**Available data:**
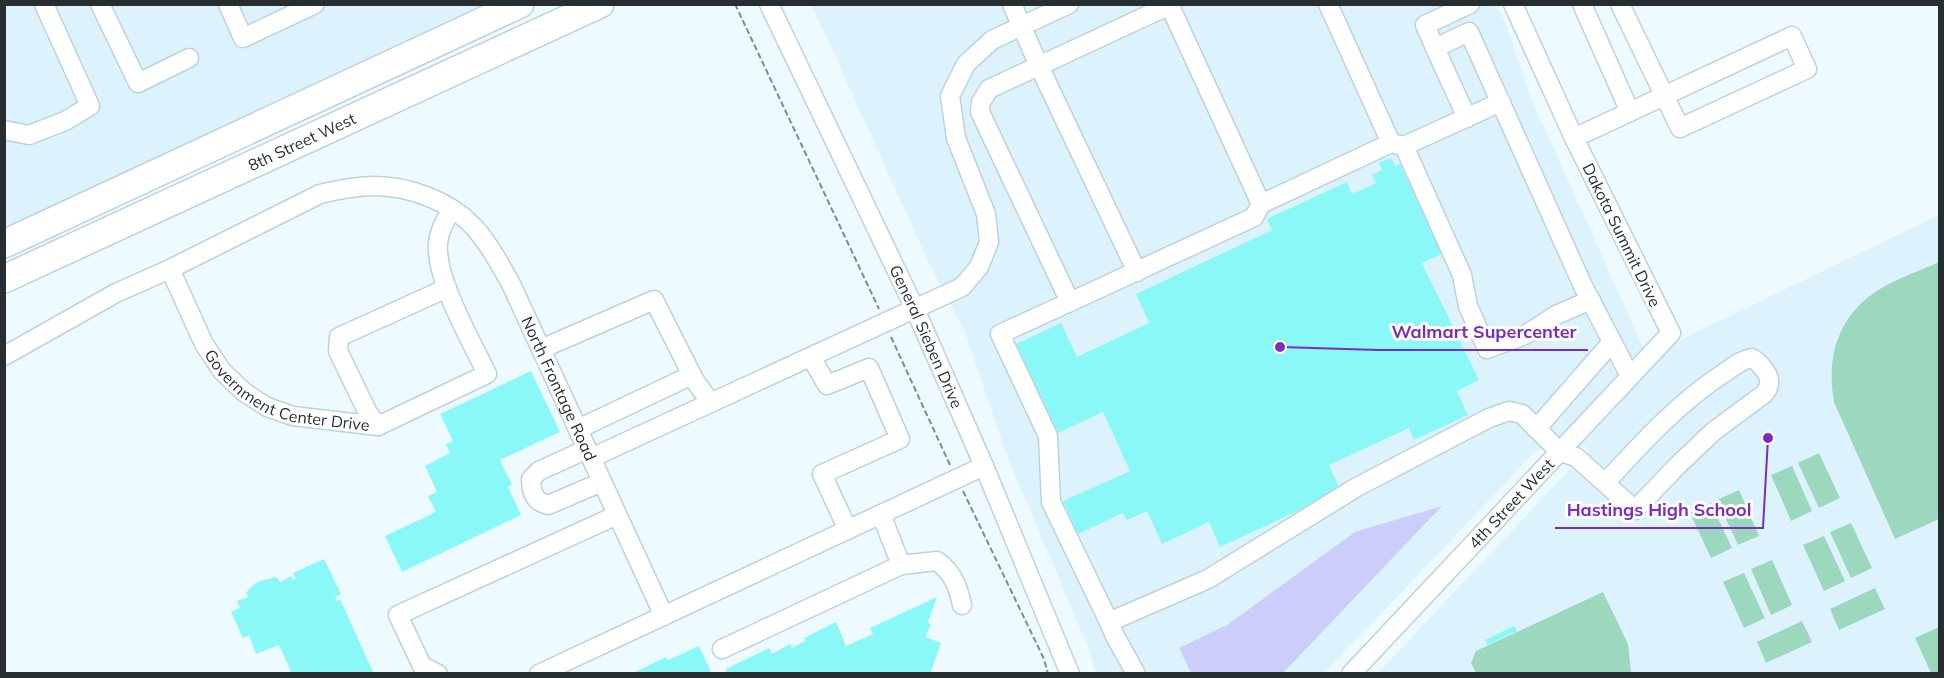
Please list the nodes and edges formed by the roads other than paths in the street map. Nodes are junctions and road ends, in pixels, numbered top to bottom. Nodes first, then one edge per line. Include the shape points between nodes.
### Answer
1 (44, 4) edge
2 (100, 4) edge
3 (228, 4) edge
4 (315, 4) edge
5 (520, 4) edge
6 (600, 4) edge
7 (769, 4) edge
8 (1012, 4) edge
9 (1069, 4) edge
10 (1328, 4) edge
11 (1513, 4) edge
12 (1582, 4) edge
13 (1620, 4) edge
14 (1170, 5) edge
15 (1465, 6) edge
16 (1022, 26) junction
17 (1435, 48) junction
18 (189, 58) dead end
19 (1039, 66) junction
20 (1664, 96) junction
21 (1501, 102) junction
22 (1630, 112) junction
23 (1467, 118) junction
24 (4, 130) edge
25 (1574, 138) junction
26 (1398, 145) junction
27 (1261, 204) junction
28 (452, 209) junction
29 (4, 244) edge
30 (170, 269) junction
31 (1137, 272) junction
32 (4, 279) edge
33 (447, 288) junction
34 (1591, 300) junction
35 (1070, 302) junction
36 (915, 309) junction
37 (1671, 333) joint
38 (1612, 342) junction
39 (541, 349) junction
40 (4, 356) edge
41 (812, 357) junction
42 (692, 375) junction
43 (1630, 376) junction
44 (711, 403) junction
45 (378, 426) junction
46 (578, 429) junction
47 (1536, 429) junction
48 (1560, 452) junction
49 (589, 453) junction
50 (984, 466) junction
51 (602, 482) junction
52 (1605, 483) junction
53 (881, 514) junction
54 (617, 515) junction
55 (848, 530) junction
56 (902, 565) junction
57 (962, 605) dead end
58 (664, 616) junction
59 (1109, 622) junction
60 (722, 649) dead end
61 (431, 672) edge
62 (539, 674) edge
63 (1070, 674) edge
64 (1136, 674) edge
65 (1351, 674) edge

1 - 24 street via 90,105 65,121 29,135
2 - 18 street via 138,83
3 - 4 street via 243,38
5 - 29 highway, 8th Street West
6 - 32 highway, 8th Street West
7 - 36 street, General Sieben Drive
8 - 16 street
9 - 16 street, North Frontage Road
10 - 26 street
11 - 25 street, Dakota Summit Drive
12 - 22 street
13 - 20 street
14 - 19 street
14 - 27 street
15 - 17 street via 1425,25
16 - 19 street
16 - 36 street, North Frontage Road via 992,40 966,64 950,96 956,138 986,214 989,242 979,267 962,287
17 - 21 street via 1470,32
17 - 23 street
19 - 31 street
19 - 35 street via 990,89 981,102 980,112
20 - 20 street via 1792,36 1807,69 1680,128
20 - 22 street
21 - 23 street
21 - 34 street
22 - 25 street
23 - 26 street
25 - 37 street, Dakota Summit Drive
26 - 27 street
26 - 34 street via 1462,275 1468,306 1487,349 1525,335 1556,315
27 - 31 street via 1254,217
28 - 30 street, North Frontage Road via 427,196 397,188 343,189 320,194
28 - 33 street, Government Center Drive via 438,242 440,270
28 - 39 street, North Frontage Road via 495,254
30 - 40 street, North Frontage Road via 116,293
30 - 45 street, Government Center Drive via 204,344 222,371 244,392 267,407 293,416
31 - 35 street
33 - 45 street, Government Center Drive via 487,374
33 - 45 street via 339,337 338,351
34 - 38 street
35 - 59 street via 1000,334 1048,436 1052,502
36 - 41 street, North Frontage Road
36 - 50 street, General Sieben Drive
37 - 43 street, 4th Street West
38 - 43 street
38 - 47 street
39 - 42 street via 654,300
39 - 46 street, North Frontage Road
41 - 44 street, North Frontage Road
41 - 55 street via 827,386 868,368 900,439 822,474
42 - 44 street
42 - 46 street
43 - 48 street, 4th Street West
44 - 49 street, North Frontage Road
46 - 49 street, North Frontage Road
47 - 48 street
47 - 59 street via 1522,414 1509,411 1489,418 1357,487 1208,579
48 - 52 street via 1576,457
48 - 65 street, 4th Street West
49 - 51 street
49 - 51 street via 539,471 531,479 531,489 548,506
50 - 53 street
50 - 63 street, General Sieben Drive
51 - 54 street
52 - 52 street via 1639,444 1705,385 1744,359 1757,361 1769,378 1764,394 1714,431 1635,510
53 - 55 street
53 - 56 street
54 - 58 street
54 - 61 street via 398,615 422,666
55 - 58 street
56 - 57 street via 937,561 955,580
56 - 60 street
58 - 62 street
59 - 64 street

**Task to carry out:** Retype the records above line for line and exactly, omitting their pictures.

**Response below:**
Please list the nodes and edges formed by the roads other than paths in the street map. Nodes are junctions and road ends, in pixels, numbered top to bottom. Nodes first, then one edge per line. Include the shape points between nodes.
### Answer
1 (44, 4) edge
2 (100, 4) edge
3 (228, 4) edge
4 (315, 4) edge
5 (520, 4) edge
6 (600, 4) edge
7 (769, 4) edge
8 (1012, 4) edge
9 (1069, 4) edge
10 (1328, 4) edge
11 (1513, 4) edge
12 (1582, 4) edge
13 (1620, 4) edge
14 (1170, 5) edge
15 (1465, 6) edge
16 (1022, 26) junction
17 (1435, 48) junction
18 (189, 58) dead end
19 (1039, 66) junction
20 (1664, 96) junction
21 (1501, 102) junction
22 (1630, 112) junction
23 (1467, 118) junction
24 (4, 130) edge
25 (1574, 138) junction
26 (1398, 145) junction
27 (1261, 204) junction
28 (452, 209) junction
29 (4, 244) edge
30 (170, 269) junction
31 (1137, 272) junction
32 (4, 279) edge
33 (447, 288) junction
34 (1591, 300) junction
35 (1070, 302) junction
36 (915, 309) junction
37 (1671, 333) joint
38 (1612, 342) junction
39 (541, 349) junction
40 (4, 356) edge
41 (812, 357) junction
42 (692, 375) junction
43 (1630, 376) junction
44 (711, 403) junction
45 (378, 426) junction
46 (578, 429) junction
47 (1536, 429) junction
48 (1560, 452) junction
49 (589, 453) junction
50 (984, 466) junction
51 (602, 482) junction
52 (1605, 483) junction
53 (881, 514) junction
54 (617, 515) junction
55 (848, 530) junction
56 (902, 565) junction
57 (962, 605) dead end
58 (664, 616) junction
59 (1109, 622) junction
60 (722, 649) dead end
61 (431, 672) edge
62 (539, 674) edge
63 (1070, 674) edge
64 (1136, 674) edge
65 (1351, 674) edge

1 - 24 street via 90,105 65,121 29,135
2 - 18 street via 138,83
3 - 4 street via 243,38
5 - 29 highway, 8th Street West
6 - 32 highway, 8th Street West
7 - 36 street, General Sieben Drive
8 - 16 street
9 - 16 street, North Frontage Road
10 - 26 street
11 - 25 street, Dakota Summit Drive
12 - 22 street
13 - 20 street
14 - 19 street
14 - 27 street
15 - 17 street via 1425,25
16 - 19 street
16 - 36 street, North Frontage Road via 992,40 966,64 950,96 956,138 986,214 989,242 979,267 962,287
17 - 21 street via 1470,32
17 - 23 street
19 - 31 street
19 - 35 street via 990,89 981,102 980,112
20 - 20 street via 1792,36 1807,69 1680,128
20 - 22 street
21 - 23 street
21 - 34 street
22 - 25 street
23 - 26 street
25 - 37 street, Dakota Summit Drive
26 - 27 street
26 - 34 street via 1462,275 1468,306 1487,349 1525,335 1556,315
27 - 31 street via 1254,217
28 - 30 street, North Frontage Road via 427,196 397,188 343,189 320,194
28 - 33 street, Government Center Drive via 438,242 440,270
28 - 39 street, North Frontage Road via 495,254
30 - 40 street, North Frontage Road via 116,293
30 - 45 street, Government Center Drive via 204,344 222,371 244,392 267,407 293,416
31 - 35 street
33 - 45 street, Government Center Drive via 487,374
33 - 45 street via 339,337 338,351
34 - 38 street
35 - 59 street via 1000,334 1048,436 1052,502
36 - 41 street, North Frontage Road
36 - 50 street, General Sieben Drive
37 - 43 street, 4th Street West
38 - 43 street
38 - 47 street
39 - 42 street via 654,300
39 - 46 street, North Frontage Road
41 - 44 street, North Frontage Road
41 - 55 street via 827,386 868,368 900,439 822,474
42 - 44 street
42 - 46 street
43 - 48 street, 4th Street West
44 - 49 street, North Frontage Road
46 - 49 street, North Frontage Road
47 - 48 street
47 - 59 street via 1522,414 1509,411 1489,418 1357,487 1208,579
48 - 52 street via 1576,457
48 - 65 street, 4th Street West
49 - 51 street
49 - 51 street via 539,471 531,479 531,489 548,506
50 - 53 street
50 - 63 street, General Sieben Drive
51 - 54 street
52 - 52 street via 1639,444 1705,385 1744,359 1757,361 1769,378 1764,394 1714,431 1635,510
53 - 55 street
53 - 56 street
54 - 58 street
54 - 61 street via 398,615 422,666
55 - 58 street
56 - 57 street via 937,561 955,580
56 - 60 street
58 - 62 street
59 - 64 street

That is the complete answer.